Auszug der wissenschaftlkichen Projekte, welche in Kooperation mit dem Weizmann Institute of Science durchgeführt wurden
A modular nanosystem platform for advanced cancer management (W.I. partner: Prof. Irit Sagi) FP7 project
An estimated 3.2 million new cancer cases and 1.7 million deaths per year in Europe define cancer as a crucial public health problem especially as these numbers are anticipated to increase. Thus, the SaveMe project will address major urgent needs for cancer diagnosis and treatment, by exploiting partners’ expertise, vast experience and most recent research achievements. SaveMe proposes the design and development of novel modular nanosystems platform integrating advanced functionalized nano-core particles and active agents (Fig. 1.1). The modular platform will enable the design of diverse active nanosystems for diagnostic or therapeutic applications.
STEM image of a worm-shaped nanoparticle (W.I. partner: Prof. Michael Elbaum, joint project with Prof. Arie Orenstein, Sheba Medical Center)
Nanotechnology holds great promise in cancer medicine to revolutionize therapy and diagnosis. With high surface area, nanoscopic objects afford the opportunity to present lots of biomarkers. This feature of nanomaterials makes development of theranostics and multimodal diagnostics possible.

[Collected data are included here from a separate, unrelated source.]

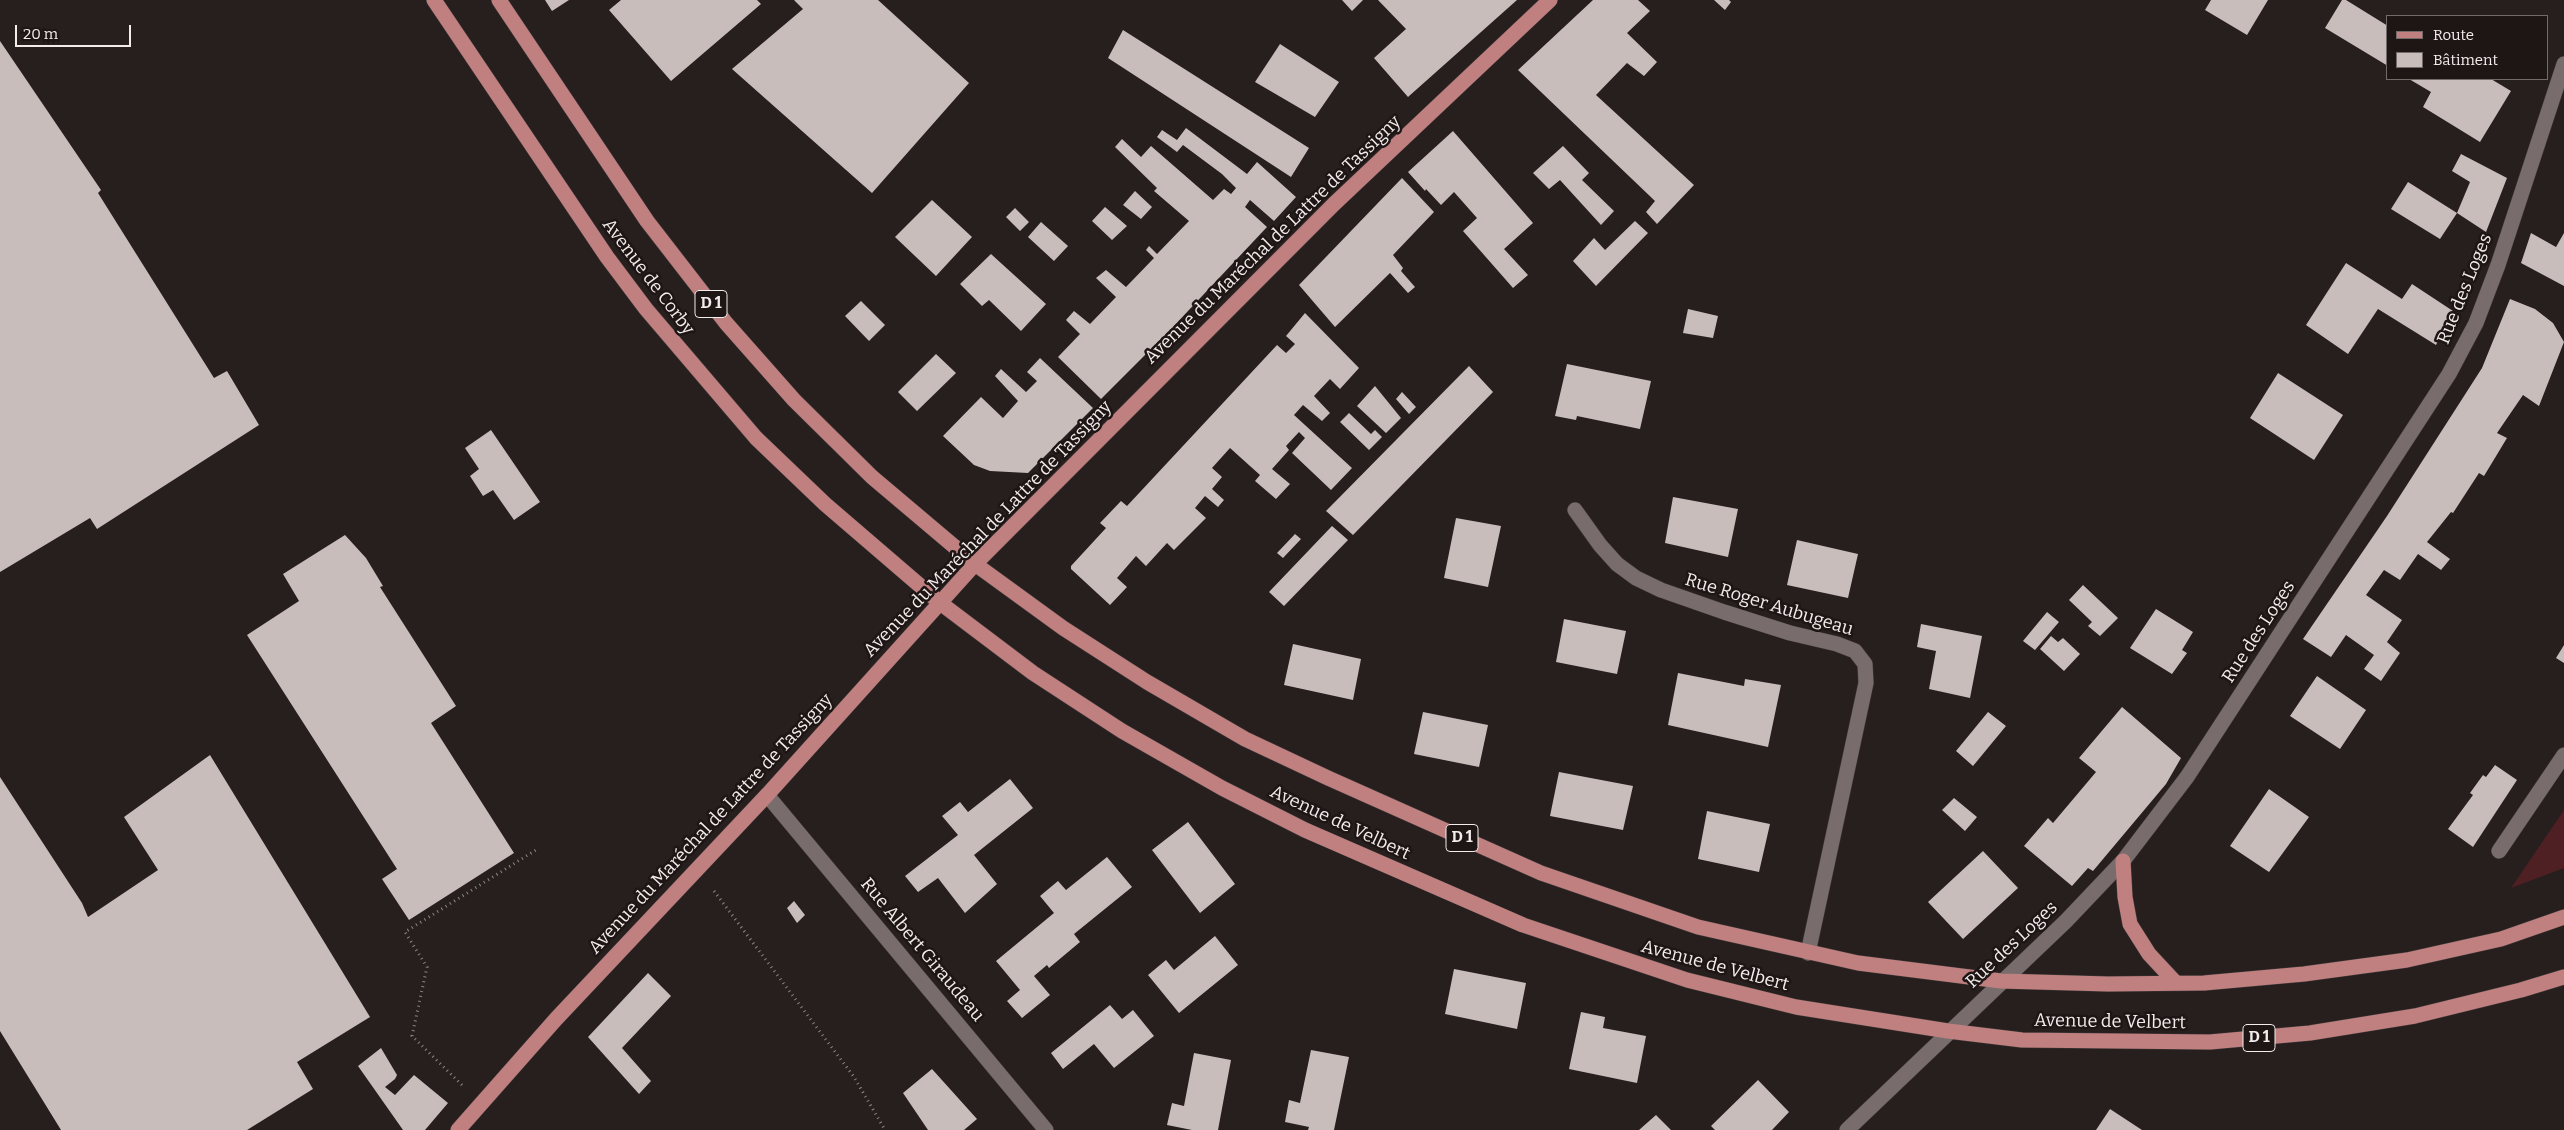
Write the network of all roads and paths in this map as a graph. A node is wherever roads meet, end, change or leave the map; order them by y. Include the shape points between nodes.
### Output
1 (434, 0) edge
2 (499, 0) edge
3 (1550, 0) edge
4 (2564, 64) edge
5 (1575, 510) dead end
6 (975, 564) junction
7 (939, 602) junction
8 (2564, 755) edge
9 (768, 795) junction
10 (539, 848) dead end
11 (2499, 851) dead end
12 (2122, 860) junction
13 (697, 868) junction
14 (2564, 917) edge
15 (1808, 953) junction
16 (2564, 977) edge
17 (2001, 981) junction
18 (2176, 983) junction
19 (1948, 1031) junction
20 (481, 1104) junction
21 (458, 1130) edge
22 (885, 1130) edge
23 (1046, 1130) edge
24 (1848, 1130) edge

1 - 7 main road, Avenue de Corby / D 1 via 607,256 686,359 756,438 838,517
2 - 6 main road, Avenue de Corby / D 1 via 647,221 726,323 794,400 872,477
3 - 6 main road, Avenue du Maréchal de Lattre de Tassigny via 1334,204
4 - 12 street, Rue des Loges via 2498,264 2476,323 2449,374 2187,777
5 - 15 street, Rue Roger Aubugeau via 1617,564 1636,578 1724,612 1837,644 1855,651 1865,664 1866,683
6 - 7 main road, Avenue du Maréchal de Lattre de Tassigny
6 - 15 main road, Avenue de Velbert / D 1 via 1063,628 1245,740 1541,873 1698,927
7 - 9 main road, Avenue du Maréchal de Lattre de Tassigny
7 - 19 main road, Avenue de Velbert / D 1 via 1033,673 1122,731 1222,788 1306,830 1523,925 1687,980 1796,1006
8 - 11 street
9 - 13 main road, Avenue du Maréchal de Lattre de Tassigny
9 - 23 street, Rue Albert Giraudeau
10 - 20 path via 405,932 428,967 412,1036
12 - 17 street, Rue des Loges via 2066,921
12 - 18 main road via 2124,897 2130,924 2149,954
13 - 20 main road, Avenue du Maréchal de Lattre de Tassigny
13 - 22 path via 854,1077
14 - 18 main road, Avenue de Velbert / D 1 via 2501,939 2406,960 2304,974
15 - 17 main road, Avenue de Velbert / D 1 via 1858,963
16 - 19 main road, Avenue de Velbert / D 1 via 2415,1016 2310,1033 2210,1042 2022,1040
17 - 18 main road, Avenue de Velbert / D 1
17 - 19 street, Rue des Loges
19 - 24 street, Rue des Loges
20 - 21 main road, Avenue du Maréchal de Lattre de Tassigny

Super magnetic iron oxide naoparticles (SPION) with their inherent magnetic properties are one of the most appealing materials for buildup of therapeutic and diagnostic agents. These biodegradable particles till far are the only NPs that have been introduced into routine clinical imaging as T2-shortening contrast agents which can reproduce the underlying MRI signal. Most researches till far have been done with emphasis on SPION with spherical morphology which mostly synthesized through co-precipitation of iron salts through in-situ coating with biocamptaible sugar, polymer or protein. However at a specific ratio between iron salts and coating materials, the spherical iron oxide core will be joined together along one dimension to produce structures about 50-80 nanometers long named “Nanoworm” inspired by the similarity to earthworm but in about 3 million times smaller size. Each nanaworm consists of average 7 cores, so they can produce stronger MRI signals than their component spherical ones.
Dynamic contrast-enhanced fluorescent imaging (W.I. partner: Dr. Vachyslav Kalchenko and Prof. Alon Harmelin)

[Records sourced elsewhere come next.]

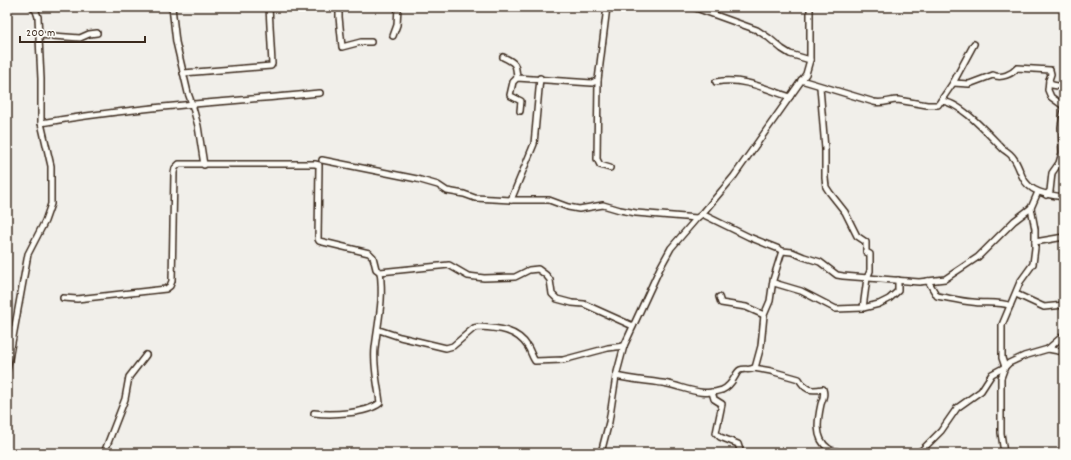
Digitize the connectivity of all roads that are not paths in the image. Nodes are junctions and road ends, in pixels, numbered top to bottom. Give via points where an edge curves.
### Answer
1 (32, 7) edge
2 (172, 7) edge
3 (269, 7) edge
4 (339, 7) edge
5 (398, 7) edge
6 (607, 7) edge
7 (694, 7) edge
8 (810, 7) edge
9 (97, 33) dead end
10 (39, 35) junction
11 (393, 36) dead end
12 (371, 42) dead end
13 (974, 44) dead end
14 (503, 57) dead end
15 (810, 60) junction
16 (183, 73) junction
17 (517, 78) junction
18 (540, 78) junction
19 (598, 80) junction
20 (801, 80) junction
21 (1049, 80) junction
22 (716, 82) dead end
23 (953, 83) junction
24 (820, 87) junction
25 (1064, 87) edge
26 (320, 93) dead end
27 (790, 97) junction
28 (941, 101) junction
29 (192, 104) junction
30 (520, 111) dead end
31 (41, 123) junction
32 (322, 160) dead end
33 (204, 165) junction
34 (610, 168) dead end
35 (1038, 192) junction
36 (1046, 195) junction
37 (1064, 197) edge
38 (511, 200) junction
39 (1031, 208) junction
40 (702, 214) junction
41 (697, 218) junction
42 (1064, 237) edge
43 (1035, 242) junction
44 (782, 251) junction
45 (380, 272) junction
46 (867, 278) junction
47 (898, 280) junction
48 (928, 281) junction
49 (774, 283) junction
50 (1016, 294) junction
51 (719, 297) dead end
52 (63, 298) dead end
53 (1064, 304) edge
54 (1010, 306) junction
55 (863, 308) junction
56 (764, 315) junction
57 (633, 326) junction
58 (379, 330) junction
59 (1064, 335) edge
60 (624, 346) junction
61 (1048, 349) junction
62 (1064, 352) edge
63 (146, 355) dead end
64 (1005, 367) junction
65 (755, 368) junction
66 (7, 370) edge
67 (616, 376) junction
68 (712, 392) junction
69 (314, 412) dead end
70 (104, 453) edge
71 (601, 453) edge
72 (741, 453) edge
73 (849, 453) edge
74 (917, 453) edge
75 (1004, 453) edge

1 - 10 street via 38,14
2 - 16 street
3 - 16 street via 271,66
4 - 12 street via 342,47
5 - 11 street via 397,25
6 - 19 street
7 - 15 street via 757,30 790,54
8 - 15 street
9 - 10 street via 80,38
10 - 31 street
13 - 23 street
14 - 17 street via 516,66
15 - 20 street via 806,74
16 - 29 street
17 - 18 street
17 - 30 street via 513,82 510,95 521,101
18 - 19 street via 592,83
18 - 38 street via 534,144
19 - 34 street via 597,159 600,165
20 - 24 street
20 - 27 street
21 - 23 street via 1050,70 1017,68 1011,74 997,77 993,75 969,84
21 - 25 street via 1052,85
21 - 36 street via 1048,90 1051,97 1064,108 1061,127 1062,153 1052,173 1050,191
22 - 27 street via 749,83
23 - 28 street
24 - 28 street via 881,104 898,100 938,105
24 - 46 street via 826,186 845,212 857,236 866,242 866,252 870,254 871,260
26 - 29 street
27 - 40 street via 734,176
28 - 35 street via 962,110 1010,153 1026,183
29 - 31 street via 87,115
29 - 33 street
31 - 66 street via 52,166 51,204 28,254
32 - 38 street via 417,179 438,185 447,191 475,198
33 - 45 street via 318,164 319,241 369,253
33 - 52 street via 179,164 174,173 172,281 166,290 77,299
35 - 36 street
35 - 39 street
36 - 37 street
38 - 41 street via 549,200 579,209 604,205 636,213
39 - 43 street
39 - 48 street via 1014,221 974,261 945,279
40 - 41 street
40 - 44 street
41 - 57 street via 671,248
42 - 43 street
43 - 50 street via 1033,264 1020,282
44 - 46 street via 820,262 837,275
44 - 49 street
45 - 57 street via 449,265 468,276 484,278 516,276 529,270 538,270 550,280 552,294 557,299 584,304
45 - 58 street via 382,293
46 - 47 street
46 - 55 street
47 - 48 street
47 - 55 street via 898,291 889,299
48 - 54 street via 937,296
49 - 55 street via 801,291 836,309
49 - 56 street
50 - 53 street via 1044,307
50 - 54 street
51 - 56 street via 721,303 746,307
54 - 64 street via 1002,325 1002,358
56 - 65 street via 761,346
57 - 60 street
58 - 60 street via 446,348 453,346 474,328 506,330 525,343 535,362 563,360
58 - 69 street via 375,348 379,405 350,413
59 - 61 street
60 - 67 street
61 - 62 street
61 - 64 street via 1024,356
63 - 70 street via 129,377 125,400
64 - 74 street via 992,374 981,391 956,408 941,431
64 - 75 street via 1001,378 1001,433
65 - 68 street via 739,370 728,386
65 - 73 street via 799,379 808,390 823,389 818,430 820,440 828,448
67 - 68 street via 667,384 701,393
67 - 71 street
68 - 72 street via 714,399 722,404 716,433 738,444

In vivo optical imaging commonly used in clinical and especially in preclinical research. This optical method can exploit an enormous range of endogenous and exogenous forms of contrast that provide information about the anatomical structures and functions of tissues ranging from single cell to entire organisms. Static fluorescent imaging provides an extraordinary contrast and specificity but it has serious limitations that relate to the interaction between light and tissue.
Herein discussion will be delivered about benefits and limitations of Dynamic Fluorescent Imaging (DFI) or alternatively so called Dynamic Contrast-Enhanced small animal fluorescent imaging (DyCE). DFI enables to observe not only static distributions of fluorescent contrast agent, but to examine and characterize dynamic events related to normal physiology or disease progression in real time.
DFI can also provide quantitative, in vivo information of organ function without additional expensive equipment, as it employs standard and simple acquisition setup. We present several examples of improved preclinical method for dynamic fluorescent imaging of cerebral hemodynamics facilitated by unsupervised image enhancement based on constraint Factor Analysis. The proposed method is based on a previously introduced Transcranial Optical Vascular Imaging (TOVI). TOVI employs natural and sufficient transparency through the intact cranial bones of a mouse. Fluorescent image acquisition is performed at a video rate after intravenous fluorescent tracer administration.
Factor Analysis of Medical Image Sequences (FAMIS) is used to extract structures with different temporal characteristics from dynamic contrast enhanced studies without making any a-priori assumptions about physiology. Factor Analysis applied on an image sequence obtained after fluorescent tracer administration is allowing extracting valuable information about cerebral blood vessels anatomy and functionality without a-priory assumptions of their anatomy or physiology while keeping the mouse cranium intact. Unsupervised color-coding based on Factor Analysis enhances visibility and distinguishing of blood vessels belonging to different compartments. Optimal DFI requires only minimal efforts in temporal and spatial processing of acquired fluorescent images. The advantage DFI based on FA especially in case of transcranial imaging is the unsupervised separation of different dynamic structures. DFI still has limitations linked to issues of light tissue interactions.
Example of color-coded and automatically enhanced (RGB) image of the intact mouse cranium based on superposition of 3 factors. F1- red corresponds predominantly with arterial phase. F2 - green corresponds predominantly with venous phase. F3- blue corresponds predominantly with late venous phase.